Exercise directions: Every line in the data must be transcribed exactly.

Collected data:
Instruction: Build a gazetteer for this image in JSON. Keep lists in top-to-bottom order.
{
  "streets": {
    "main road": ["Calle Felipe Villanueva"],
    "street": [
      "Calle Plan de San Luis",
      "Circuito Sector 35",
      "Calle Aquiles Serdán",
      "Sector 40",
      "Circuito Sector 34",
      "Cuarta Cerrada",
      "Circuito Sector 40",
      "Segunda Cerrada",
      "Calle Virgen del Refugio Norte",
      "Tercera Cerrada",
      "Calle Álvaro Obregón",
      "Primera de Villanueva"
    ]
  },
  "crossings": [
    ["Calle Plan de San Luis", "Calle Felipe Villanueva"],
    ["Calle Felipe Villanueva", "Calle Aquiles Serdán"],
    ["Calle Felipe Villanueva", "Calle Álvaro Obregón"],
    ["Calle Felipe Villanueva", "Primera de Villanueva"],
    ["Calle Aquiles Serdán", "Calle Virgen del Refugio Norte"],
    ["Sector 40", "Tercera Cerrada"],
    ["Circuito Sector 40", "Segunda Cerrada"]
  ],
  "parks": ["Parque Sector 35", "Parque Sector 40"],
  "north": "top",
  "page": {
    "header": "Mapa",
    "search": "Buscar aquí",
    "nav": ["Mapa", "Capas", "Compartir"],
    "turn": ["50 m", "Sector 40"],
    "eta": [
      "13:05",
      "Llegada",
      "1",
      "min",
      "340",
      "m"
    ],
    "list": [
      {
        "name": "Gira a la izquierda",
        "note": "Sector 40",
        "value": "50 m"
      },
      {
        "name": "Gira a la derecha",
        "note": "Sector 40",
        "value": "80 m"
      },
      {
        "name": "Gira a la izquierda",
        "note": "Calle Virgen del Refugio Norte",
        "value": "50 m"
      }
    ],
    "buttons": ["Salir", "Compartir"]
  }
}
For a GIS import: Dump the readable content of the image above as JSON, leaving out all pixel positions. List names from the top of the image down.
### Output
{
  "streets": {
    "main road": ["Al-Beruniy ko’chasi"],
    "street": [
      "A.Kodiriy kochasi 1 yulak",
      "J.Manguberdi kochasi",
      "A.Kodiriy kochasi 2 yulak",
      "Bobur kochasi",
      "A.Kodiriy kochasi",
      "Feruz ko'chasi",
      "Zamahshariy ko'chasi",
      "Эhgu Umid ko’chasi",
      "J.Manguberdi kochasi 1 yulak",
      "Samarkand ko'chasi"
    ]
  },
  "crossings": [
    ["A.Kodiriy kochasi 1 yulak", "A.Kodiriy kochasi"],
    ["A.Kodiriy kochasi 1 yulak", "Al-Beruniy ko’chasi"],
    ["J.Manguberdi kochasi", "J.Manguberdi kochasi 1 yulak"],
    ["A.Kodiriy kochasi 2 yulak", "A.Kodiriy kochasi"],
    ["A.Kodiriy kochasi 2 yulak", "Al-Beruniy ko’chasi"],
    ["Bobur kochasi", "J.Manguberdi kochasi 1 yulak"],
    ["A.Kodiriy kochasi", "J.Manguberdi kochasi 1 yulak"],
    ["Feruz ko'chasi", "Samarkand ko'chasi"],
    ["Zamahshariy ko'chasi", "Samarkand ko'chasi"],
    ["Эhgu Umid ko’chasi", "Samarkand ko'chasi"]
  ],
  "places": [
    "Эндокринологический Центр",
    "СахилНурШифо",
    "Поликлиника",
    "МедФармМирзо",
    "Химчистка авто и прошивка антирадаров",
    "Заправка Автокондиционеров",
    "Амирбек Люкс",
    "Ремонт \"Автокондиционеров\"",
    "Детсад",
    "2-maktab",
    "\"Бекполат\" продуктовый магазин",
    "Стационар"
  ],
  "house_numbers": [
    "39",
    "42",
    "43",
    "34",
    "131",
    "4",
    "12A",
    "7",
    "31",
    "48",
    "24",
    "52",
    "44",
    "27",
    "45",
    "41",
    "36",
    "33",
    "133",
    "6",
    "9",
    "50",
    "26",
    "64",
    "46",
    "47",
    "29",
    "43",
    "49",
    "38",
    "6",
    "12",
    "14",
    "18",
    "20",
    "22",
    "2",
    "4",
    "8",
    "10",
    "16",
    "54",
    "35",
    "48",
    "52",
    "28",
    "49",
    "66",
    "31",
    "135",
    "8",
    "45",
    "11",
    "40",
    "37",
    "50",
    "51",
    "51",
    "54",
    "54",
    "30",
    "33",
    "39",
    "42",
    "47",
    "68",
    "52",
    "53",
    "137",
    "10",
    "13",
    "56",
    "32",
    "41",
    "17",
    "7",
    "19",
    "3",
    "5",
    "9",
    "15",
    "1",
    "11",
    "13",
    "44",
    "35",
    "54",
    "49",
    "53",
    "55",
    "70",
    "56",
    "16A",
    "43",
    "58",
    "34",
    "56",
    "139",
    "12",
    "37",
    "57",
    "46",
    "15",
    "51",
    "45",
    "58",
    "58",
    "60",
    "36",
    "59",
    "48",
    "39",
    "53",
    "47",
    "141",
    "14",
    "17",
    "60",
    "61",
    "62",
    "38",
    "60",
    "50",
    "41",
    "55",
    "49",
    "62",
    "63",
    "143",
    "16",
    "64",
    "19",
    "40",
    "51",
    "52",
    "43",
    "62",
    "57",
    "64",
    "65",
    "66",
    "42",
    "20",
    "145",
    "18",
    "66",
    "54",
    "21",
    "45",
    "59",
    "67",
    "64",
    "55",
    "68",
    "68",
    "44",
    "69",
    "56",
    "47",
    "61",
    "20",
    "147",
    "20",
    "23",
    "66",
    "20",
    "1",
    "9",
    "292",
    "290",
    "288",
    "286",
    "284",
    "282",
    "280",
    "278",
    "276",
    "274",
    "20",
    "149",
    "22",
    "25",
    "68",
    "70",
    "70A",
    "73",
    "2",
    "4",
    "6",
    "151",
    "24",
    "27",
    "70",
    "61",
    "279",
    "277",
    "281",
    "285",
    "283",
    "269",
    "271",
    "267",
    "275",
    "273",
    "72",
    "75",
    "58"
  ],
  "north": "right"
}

Response:
Instruction: Build a gazetteer for this image in JSON. Keep lists in top-to-bottom order.
{
  "streets": {
    "main road": ["Calle Felipe Villanueva"],
    "street": [
      "Calle Plan de San Luis",
      "Circuito Sector 35",
      "Calle Aquiles Serdán",
      "Sector 40",
      "Circuito Sector 34",
      "Cuarta Cerrada",
      "Circuito Sector 40",
      "Segunda Cerrada",
      "Calle Virgen del Refugio Norte",
      "Tercera Cerrada",
      "Calle Álvaro Obregón",
      "Primera de Villanueva"
    ]
  },
  "crossings": [
    ["Calle Plan de San Luis", "Calle Felipe Villanueva"],
    ["Calle Felipe Villanueva", "Calle Aquiles Serdán"],
    ["Calle Felipe Villanueva", "Calle Álvaro Obregón"],
    ["Calle Felipe Villanueva", "Primera de Villanueva"],
    ["Calle Aquiles Serdán", "Calle Virgen del Refugio Norte"],
    ["Sector 40", "Tercera Cerrada"],
    ["Circuito Sector 40", "Segunda Cerrada"]
  ],
  "parks": ["Parque Sector 35", "Parque Sector 40"],
  "north": "top",
  "page": {
    "header": "Mapa",
    "search": "Buscar aquí",
    "nav": ["Mapa", "Capas", "Compartir"],
    "turn": ["50 m", "Sector 40"],
    "eta": [
      "13:05",
      "Llegada",
      "1",
      "min",
      "340",
      "m"
    ],
    "list": [
      {
        "name": "Gira a la izquierda",
        "note": "Sector 40",
        "value": "50 m"
      },
      {
        "name": "Gira a la derecha",
        "note": "Sector 40",
        "value": "80 m"
      },
      {
        "name": "Gira a la izquierda",
        "note": "Calle Virgen del Refugio Norte",
        "value": "50 m"
      }
    ],
    "buttons": ["Salir", "Compartir"]
  }
}
For a GIS import: Dump the readable content of the image above as JSON, leaving out all pixel positions. List names from the top of the image down.
### Output
{
  "streets": {
    "main road": ["Al-Beruniy ko’chasi"],
    "street": [
      "A.Kodiriy kochasi 1 yulak",
      "J.Manguberdi kochasi",
      "A.Kodiriy kochasi 2 yulak",
      "Bobur kochasi",
      "A.Kodiriy kochasi",
      "Feruz ko'chasi",
      "Zamahshariy ko'chasi",
      "Эhgu Umid ko’chasi",
      "J.Manguberdi kochasi 1 yulak",
      "Samarkand ko'chasi"
    ]
  },
  "crossings": [
    ["A.Kodiriy kochasi 1 yulak", "A.Kodiriy kochasi"],
    ["A.Kodiriy kochasi 1 yulak", "Al-Beruniy ko’chasi"],
    ["J.Manguberdi kochasi", "J.Manguberdi kochasi 1 yulak"],
    ["A.Kodiriy kochasi 2 yulak", "A.Kodiriy kochasi"],
    ["A.Kodiriy kochasi 2 yulak", "Al-Beruniy ko’chasi"],
    ["Bobur kochasi", "J.Manguberdi kochasi 1 yulak"],
    ["A.Kodiriy kochasi", "J.Manguberdi kochasi 1 yulak"],
    ["Feruz ko'chasi", "Samarkand ko'chasi"],
    ["Zamahshariy ko'chasi", "Samarkand ko'chasi"],
    ["Эhgu Umid ko’chasi", "Samarkand ko'chasi"]
  ],
  "places": [
    "Эндокринологический Центр",
    "СахилНурШифо",
    "Поликлиника",
    "МедФармМирзо",
    "Химчистка авто и прошивка антирадаров",
    "Заправка Автокондиционеров",
    "Амирбек Люкс",
    "Ремонт \"Автокондиционеров\"",
    "Детсад",
    "2-maktab",
    "\"Бекполат\" продуктовый магазин",
    "Стационар"
  ],
  "house_numbers": [
    "39",
    "42",
    "43",
    "34",
    "131",
    "4",
    "12A",
    "7",
    "31",
    "48",
    "24",
    "52",
    "44",
    "27",
    "45",
    "41",
    "36",
    "33",
    "133",
    "6",
    "9",
    "50",
    "26",
    "64",
    "46",
    "47",
    "29",
    "43",
    "49",
    "38",
    "6",
    "12",
    "14",
    "18",
    "20",
    "22",
    "2",
    "4",
    "8",
    "10",
    "16",
    "54",
    "35",
    "48",
    "52",
    "28",
    "49",
    "66",
    "31",
    "135",
    "8",
    "45",
    "11",
    "40",
    "37",
    "50",
    "51",
    "51",
    "54",
    "54",
    "30",
    "33",
    "39",
    "42",
    "47",
    "68",
    "52",
    "53",
    "137",
    "10",
    "13",
    "56",
    "32",
    "41",
    "17",
    "7",
    "19",
    "3",
    "5",
    "9",
    "15",
    "1",
    "11",
    "13",
    "44",
    "35",
    "54",
    "49",
    "53",
    "55",
    "70",
    "56",
    "16A",
    "43",
    "58",
    "34",
    "56",
    "139",
    "12",
    "37",
    "57",
    "46",
    "15",
    "51",
    "45",
    "58",
    "58",
    "60",
    "36",
    "59",
    "48",
    "39",
    "53",
    "47",
    "141",
    "14",
    "17",
    "60",
    "61",
    "62",
    "38",
    "60",
    "50",
    "41",
    "55",
    "49",
    "62",
    "63",
    "143",
    "16",
    "64",
    "19",
    "40",
    "51",
    "52",
    "43",
    "62",
    "57",
    "64",
    "65",
    "66",
    "42",
    "20",
    "145",
    "18",
    "66",
    "54",
    "21",
    "45",
    "59",
    "67",
    "64",
    "55",
    "68",
    "68",
    "44",
    "69",
    "56",
    "47",
    "61",
    "20",
    "147",
    "20",
    "23",
    "66",
    "20",
    "1",
    "9",
    "292",
    "290",
    "288",
    "286",
    "284",
    "282",
    "280",
    "278",
    "276",
    "274",
    "20",
    "149",
    "22",
    "25",
    "68",
    "70",
    "70A",
    "73",
    "2",
    "4",
    "6",
    "151",
    "24",
    "27",
    "70",
    "61",
    "279",
    "277",
    "281",
    "285",
    "283",
    "269",
    "271",
    "267",
    "275",
    "273",
    "72",
    "75",
    "58"
  ],
  "north": "right"
}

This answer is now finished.